Read an Excerpt
Chapter One
Red Sky
in the Morning
Years ago, in another life, I woke to look out the smeared
window of a Greyhound bus I had been riding all night, and in
the still-dark morning of a small Missouri river town where the
driver had made a scheduled stop at a grimy diner, I saw below
me a stout middle-aged woman in a flowered housedress turn
and kiss full on the mouth a godlike young man with golden
curls. But I've got that wrong: he was kissing
her. Passionately, without regard for the world and its
incomprehension. He had abandoned himself to his love, and she,
stolid, matronly, received this adoration with simple grandeur,
like a socialist-realist statue of a woman taking up sheaves of wheat.
Their ages dictated that he must be her son, but I had just
come out of the cramped, ruinous half sleep of a night on a
Greyhound and I was clairvoyant: This was that thing called love.
The morning light cracked blood red along the river.
Of course, when she lumbered onto the bus a moment later,
lurching forward with her two bulging bags, she chose the
empty aisle seat next to me as her own.
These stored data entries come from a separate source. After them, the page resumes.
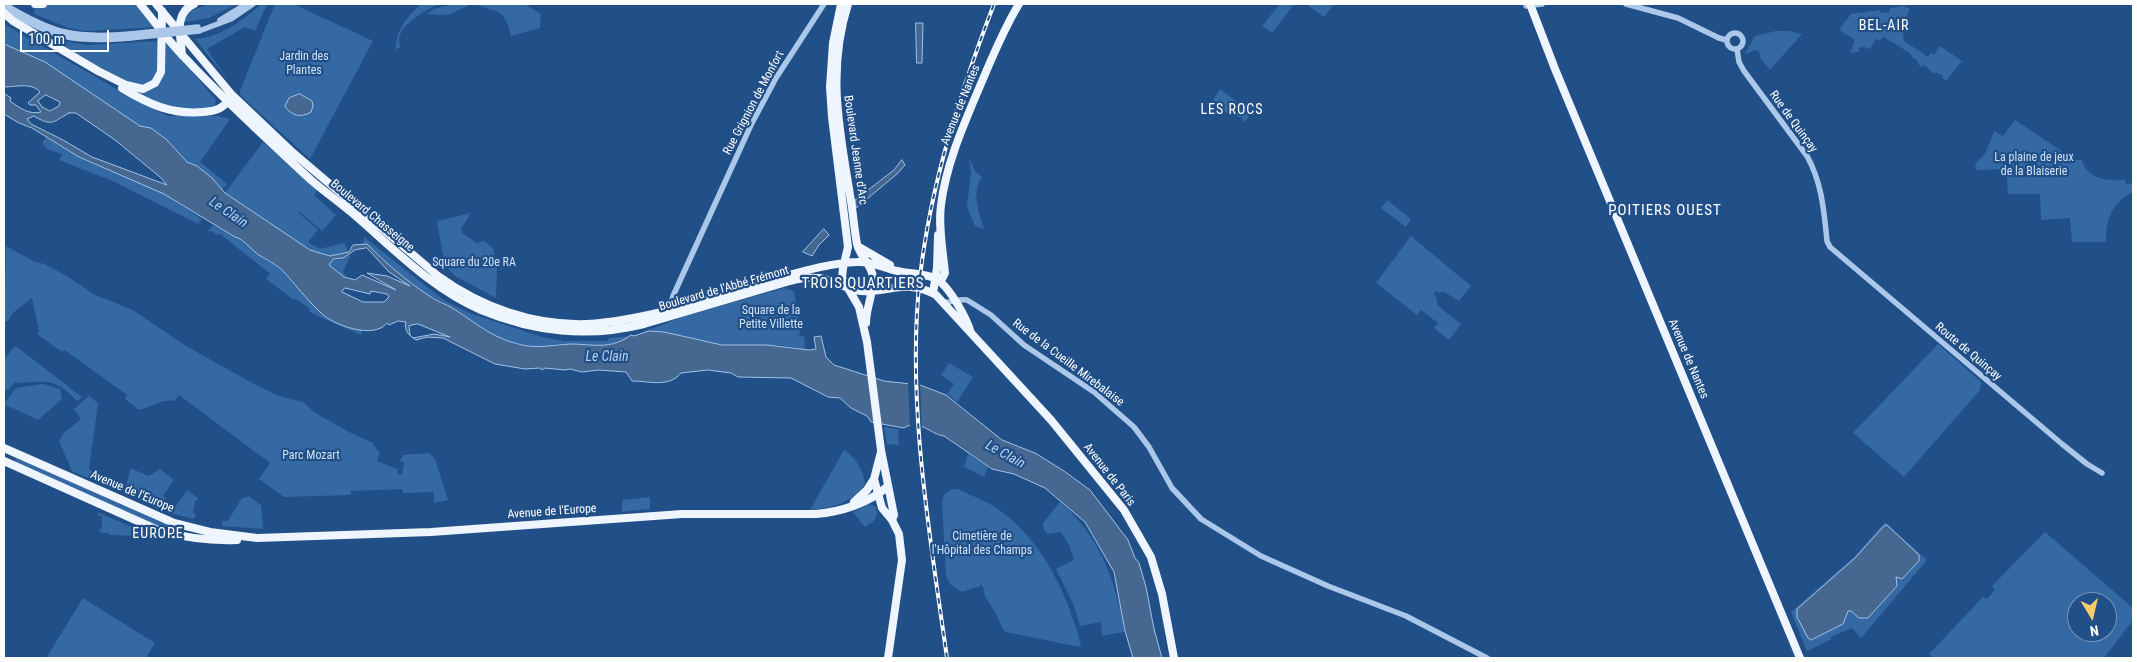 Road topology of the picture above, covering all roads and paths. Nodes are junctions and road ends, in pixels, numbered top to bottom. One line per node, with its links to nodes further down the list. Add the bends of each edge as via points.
1 (4, 4): 21 (street, via 73,35)
2 (35, 4): 3 (main road)
3 (44, 4)
4 (140, 4): 19 (main road)
5 (156, 4): 16 (main road)
6 (194, 4): 20 (main road, via 181,15)
7 (246, 4): 18 (street)
8 (253, 4): 18 (street, via 230,20)
9 (824, 4): 42 (street, Rue Grignion de Monfort, via 776,78 747,134 673,296)
10 (1018, 4): 27 (main road, Avenue de Nantes, via 996,47 959,136 945,184)
11 (1542, 4): 14 (street)
12 (1626, 4): 22 (street, via 1678,18)
13 (842, 5): 29 (main road, Boulevard Jeanne d’Arc, via 836,102); 31 (main road, Boulevard Jeanne d’Arc, via 833,43 830,87 848,243)
14 (1528, 5): 60 (main road, Avenue de Nantes)
15 (4, 9): 21 (street, via 65,38 88,41)
16 (162, 11): 19 (main road); 20 (main road)
17 (4, 13): 25 (main road)
18 (199, 29): 21 (street, bridge)
19 (161, 30): 24 (main road); 25 (main road, via 160,72 152,86 133,88)
20 (181, 35): 24 (main road); 26 (main road)
21 (130, 36)
22 (1726, 40): 23 (street, via 1729,47); 23 (street, via 1733,33 1741,35 1742,44)
23 (1737, 49): 28 (street, Rue de Quinçay, via 1744,71 1814,168 1821,189)
24 (182, 56): 26 (main road)
25 (98, 72): 26 (main road, via 138,97 169,111 216,111)
26 (230, 99): 43 (main road, Boulevard Chasseigne, via 438,276 463,292 498,308 543,322 589,324); 44 (main road, Boulevard Chasseigne, via 318,186 430,279 464,301 542,329 583,332)
27 (940, 221): 30 (main road, Avenue de Nantes); 35 (main road, Avenue de Nantes, via 945,273)
28 (1827, 241): 50 (street, Route de Quinçay, via 1941,342 2062,444)
29 (857, 246): 32 (main road, Boulevard Jeanne d’Arc); 33 (main road)
30 (936, 260): 34 (main road); 35 (main road, Avenue de Nantes)
31 (844, 263): 32 (main road); 37 (main road, via 842,278); 42 (main road, Boulevard de l'Abbé Frémont, via 805,271)
32 (868, 263): 33 (main road); 38 (main road, via 873,278)
33 (903, 273): 34 (main road)
34 (924, 275): 35 (main road)
35 (936, 281): 36 (main road, Avenue de Paris); 39 (main road); 41 (main road, Avenue de Paris)
36 (917, 287): 38 (main road, Avenue de Paris); 39 (main road, Avenue de Paris)
37 (847, 288): 38 (main road); 42 (main road, Boulevard de l'Abbé Frémont, via 827,280 803,278); 46 (main road, via 859,307)
38 (871, 290): 46 (main road, via 866,314)
39 (932, 293): 40 (main road, Avenue de Paris)
40 (942, 302): 41 (street); 45 (main road, Avenue de Paris)
41 (955, 302): 45 (main road, Avenue de Paris); 59 (street, Rue de la Cueille Mirebalaise, via 966,299 986,312 1024,345 1094,392 1134,427 1172,488 1201,519 1266,559 1406,616)
42 (673, 311): 43 (main road, Boulevard de l'Abbé Frémont); 44 (main road, Boulevard de l'Abbé Frémont, via 666,318)
43 (634, 317)
44 (636, 326)
45 (972, 335): 58 (main road, Avenue de Paris, via 1060,431 1124,510 1151,557 1162,594)
46 (867, 342): 48 (main road)
47 (4, 448): 56 (main road, Avenue de l'Europe, via 162,519 204,531)
48 (881, 450): 51 (main road); 52 (main road)
49 (4, 461): 56 (main road, Avenue de l'Europe, via 169,533 209,541)
50 (2102, 473)
51 (874, 479): 53 (main road); 54 (main road, Avenue de l'Europe, via 867,490)
52 (888, 486): 53 (main road, Avenue de l'Europe); 55 (main road, via 894,514)
53 (877, 495): 54 (main road, Avenue de l'Europe); 55 (main road, via 884,512)
54 (847, 507): 56 (main road, Avenue de l'Europe, via 816,514 682,514 431,532)
55 (892, 520): 57 (main road, via 901,542 902,560)
56 (257, 538)
57 (888, 658)
58 (1174, 658)
59 (1487, 658)
60 (1800, 658)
She pitched one bag
onto the overhead rack, and then heaved herself into the seat as
if she were used to hoisting sacks of potatoes onto the flatbed of
a pickup. She held the other bag on her lap, and leaned toward
the window. The beautiful boy was blowing kisses. He couldn't
see where she was in the dark interior, so he blew kisses up and
down the side of the bus, gazing ardently at the blank windows.
"Pardon me," the woman said without looking at me, and leaned
over, bag and all, to rap the glass. Her beautiful boy ran back to
our window and kissed and kissed, and finally hugged himself,
shutting his eyes in an ecstatic pantomime of love-sweet-love.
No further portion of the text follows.